And then there is the new girl.  She is always crying.  Her nose is always caked with paradoxical mucus that manages to be both runny and crusty simultaneously.  She is always chasing after me.  I am told I have dark hair like her mother.  Grand.

So I was nursing, or trying to nurse, my sleepy daughter in the room’s rocking chair when a baby, the constantly crying/snot-exuding one, crawls up to me (crying, of course), pulls herself up on my leg, and proceeds to scream into my daughter’s ear.  Between banshee-like wails and falling down, dragging her perpetually running nose all the way down my pant leg in the process, my daughter is getting precious little eating done.  I keep hoping she, the baby I did not carry, will give up and go away.  But she just picks herself up, crying all the harder because she has fallen, and with the determination of a mountain climber proceeds to, once again, attempt an ascent of my north slope.

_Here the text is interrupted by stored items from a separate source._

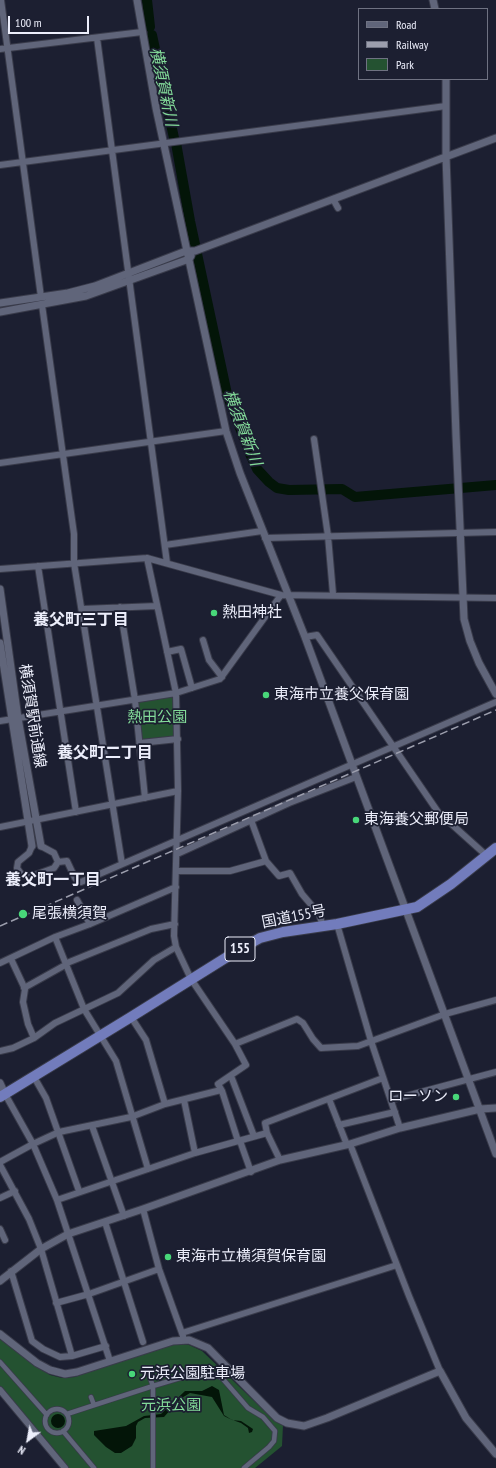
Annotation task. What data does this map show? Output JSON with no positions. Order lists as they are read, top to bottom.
{
  "streets": {
    "highway": ["国道155号", "155"],
    "street": ["横須賀駅前通線"]
  },
  "districts": ["養父町三丁目", "養父町二丁目", "養父町一丁目"],
  "water": ["横須賀新川"],
  "parks": ["熱田公園", "元浜公園"],
  "places": [
    "熱田神社",
    "東海市立養父保育園",
    "東海養父郵便局",
    "尾張横須賀",
    "ローソン",
    "東海市立横須賀保育園",
    "元浜公園駐車場"
  ],
  "legend": ["Road", "Railway", "Park"],
  "scale_bar": "100 m",
  "north": "bottom left"
}
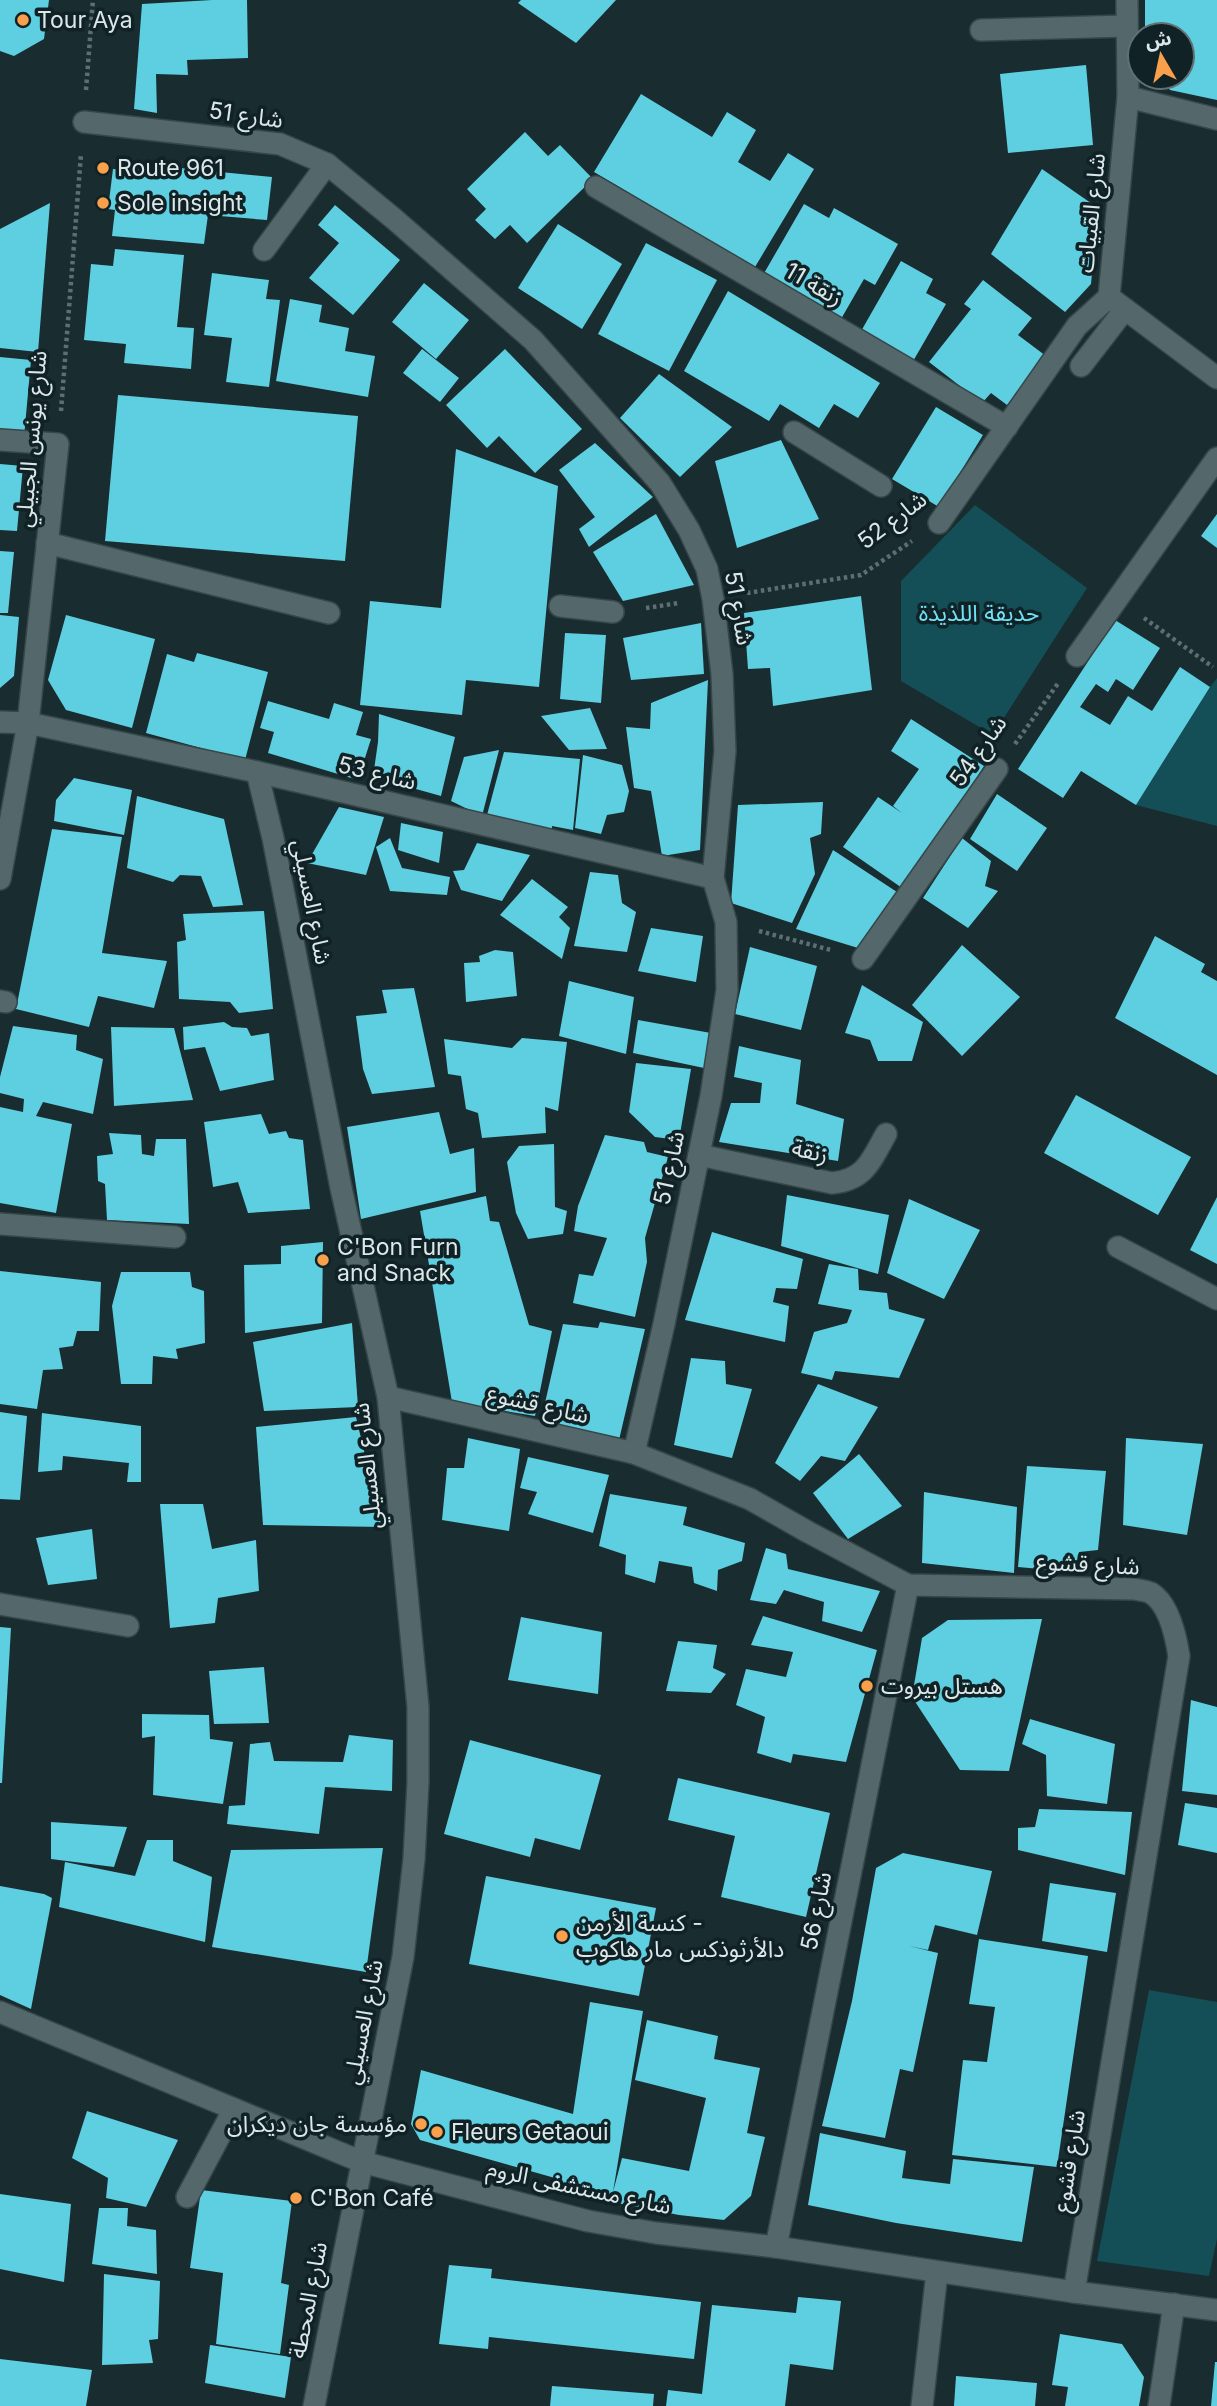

This cycle repeats for about five minutes because there are six babies in the room and only two teachers.  The other children are busy falling on hard surfaces, bashing their heads into corners, and inserting things into their maws that have no earthly business being there.  My thoughts alternate back and forth between appreciation for the ideas behind Darwinian survival and giant, baby-sized hamster balls.

At a couple points, the teachers collect the snot child and place her in the center of the infant mosh pit on the other side of the room.  Unfortunately with the complete absence of physical barriers or a sheep dog, she merely makes her way back to my chair and uses her snot to re-adhere herself to my leg.  There did not appear to be any pry bars in the room, as if there were, the other children would certainly be beating each other with them.  So with one child attached to my leg and another to my boob, I struggle with the logistics of a scenario where I leave this chair before my daughter is old enough to drive me to a home.  All in all, it was a trying lunch time experience.  I’m burning these pants.